Task brief:
Copy each line of the data beneath in which the word "hand" appears.

Stored entries:

===

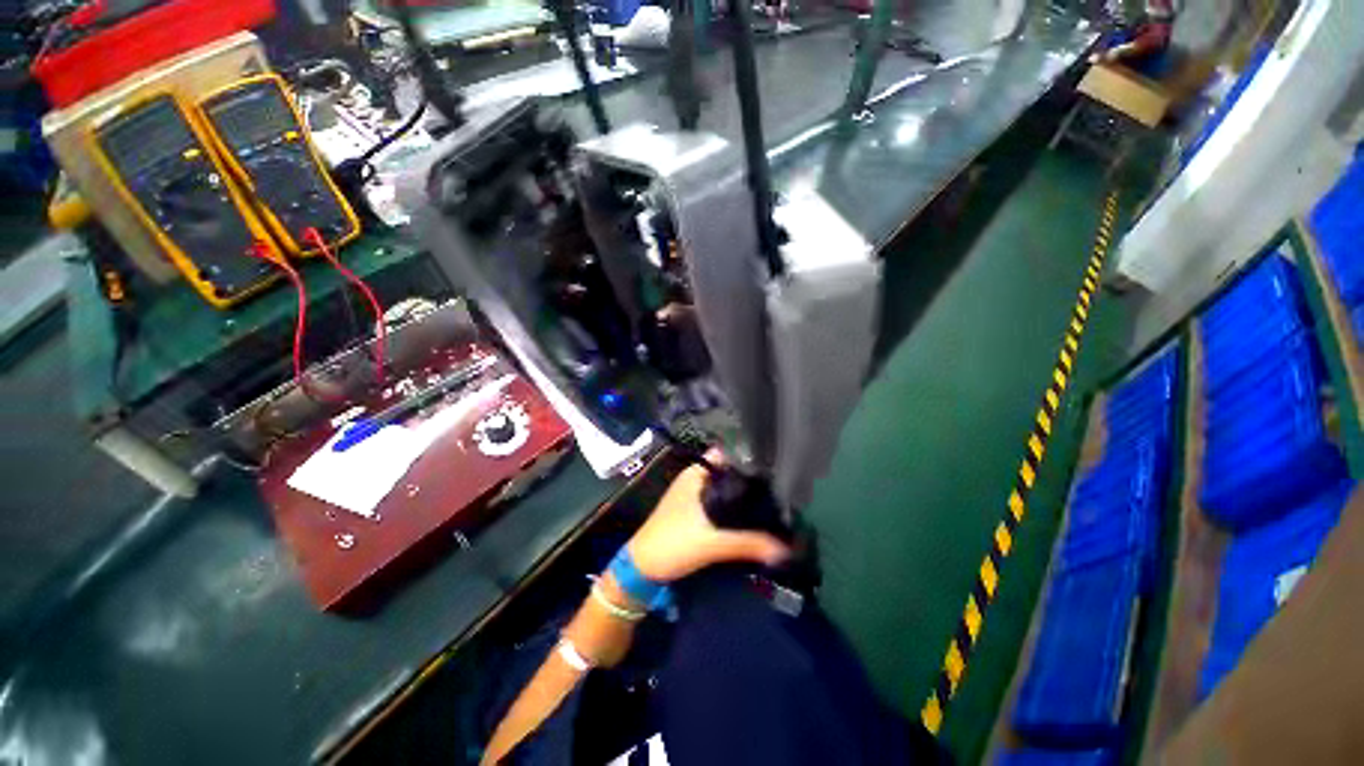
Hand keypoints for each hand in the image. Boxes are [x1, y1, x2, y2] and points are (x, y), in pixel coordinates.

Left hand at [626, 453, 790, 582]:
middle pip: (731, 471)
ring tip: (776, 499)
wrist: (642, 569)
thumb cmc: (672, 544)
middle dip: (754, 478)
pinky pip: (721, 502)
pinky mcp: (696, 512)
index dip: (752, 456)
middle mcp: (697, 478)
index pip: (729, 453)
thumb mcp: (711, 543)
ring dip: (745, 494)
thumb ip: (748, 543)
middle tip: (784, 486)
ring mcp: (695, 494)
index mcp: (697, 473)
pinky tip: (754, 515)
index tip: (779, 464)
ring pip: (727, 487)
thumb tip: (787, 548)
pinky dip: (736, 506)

===

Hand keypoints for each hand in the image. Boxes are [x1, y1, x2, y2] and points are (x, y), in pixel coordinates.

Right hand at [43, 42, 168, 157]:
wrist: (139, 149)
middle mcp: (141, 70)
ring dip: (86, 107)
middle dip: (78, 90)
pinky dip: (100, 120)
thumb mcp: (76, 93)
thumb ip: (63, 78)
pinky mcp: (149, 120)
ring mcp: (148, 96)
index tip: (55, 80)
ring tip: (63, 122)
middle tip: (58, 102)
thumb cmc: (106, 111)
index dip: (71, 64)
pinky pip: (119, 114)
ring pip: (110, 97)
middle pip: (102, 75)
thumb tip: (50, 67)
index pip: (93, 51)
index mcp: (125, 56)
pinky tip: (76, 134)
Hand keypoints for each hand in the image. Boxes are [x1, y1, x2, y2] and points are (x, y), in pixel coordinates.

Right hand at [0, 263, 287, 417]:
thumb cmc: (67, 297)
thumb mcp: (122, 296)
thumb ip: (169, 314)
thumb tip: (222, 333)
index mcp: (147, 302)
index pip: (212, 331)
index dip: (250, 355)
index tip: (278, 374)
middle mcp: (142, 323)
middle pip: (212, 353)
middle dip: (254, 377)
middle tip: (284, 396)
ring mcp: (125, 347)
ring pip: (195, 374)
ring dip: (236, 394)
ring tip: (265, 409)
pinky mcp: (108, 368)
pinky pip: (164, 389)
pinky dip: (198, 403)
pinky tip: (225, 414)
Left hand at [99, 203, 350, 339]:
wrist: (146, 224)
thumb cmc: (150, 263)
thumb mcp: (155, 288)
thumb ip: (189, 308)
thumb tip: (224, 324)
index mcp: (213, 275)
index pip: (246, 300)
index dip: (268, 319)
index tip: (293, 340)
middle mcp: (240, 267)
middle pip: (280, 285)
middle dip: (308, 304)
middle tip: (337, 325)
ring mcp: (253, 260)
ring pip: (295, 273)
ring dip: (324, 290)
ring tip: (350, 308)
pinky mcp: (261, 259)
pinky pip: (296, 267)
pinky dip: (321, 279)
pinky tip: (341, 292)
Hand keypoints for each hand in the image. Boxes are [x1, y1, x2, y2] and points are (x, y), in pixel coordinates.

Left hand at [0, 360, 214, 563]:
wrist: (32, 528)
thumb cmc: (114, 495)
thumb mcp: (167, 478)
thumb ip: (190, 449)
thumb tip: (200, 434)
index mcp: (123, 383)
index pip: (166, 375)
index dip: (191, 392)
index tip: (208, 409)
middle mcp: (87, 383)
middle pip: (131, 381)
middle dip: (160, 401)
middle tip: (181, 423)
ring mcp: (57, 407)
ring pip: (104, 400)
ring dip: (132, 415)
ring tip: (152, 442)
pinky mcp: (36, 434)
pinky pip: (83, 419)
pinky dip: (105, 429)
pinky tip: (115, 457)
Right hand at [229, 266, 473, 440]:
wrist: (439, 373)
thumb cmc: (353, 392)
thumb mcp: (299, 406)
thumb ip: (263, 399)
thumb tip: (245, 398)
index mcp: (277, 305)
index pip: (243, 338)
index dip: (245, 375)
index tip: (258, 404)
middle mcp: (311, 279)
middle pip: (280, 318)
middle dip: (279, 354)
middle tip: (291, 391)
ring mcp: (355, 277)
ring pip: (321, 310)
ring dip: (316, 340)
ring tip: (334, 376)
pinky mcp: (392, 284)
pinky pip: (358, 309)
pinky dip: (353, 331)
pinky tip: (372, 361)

===

Answer below:
Hand keypoints for each hand in the image. Boxes are [x1, y1, x2, y2] and points are (x, y), in pixel coordinates.
Left hand at [626, 453, 790, 582]:
Hand keypoints for each hand in the image. Boxes are [x1, y1, x2, y2] and points are (x, y), in pixel coordinates.
Right hand at [43, 42, 168, 157]:
Hand keypoints for each hand in the image. Boxes are [x1, y1, x2, y2] and points are (x, y), in pixel coordinates.
Right hand at [0, 263, 287, 417]:
Left hand at [99, 203, 350, 339]:
Hand keypoints for each hand in the image. Boxes are [x1, y1, x2, y2] and points are (x, y), in pixel coordinates.
Left hand at [0, 360, 214, 563]:
Right hand at [229, 266, 473, 440]:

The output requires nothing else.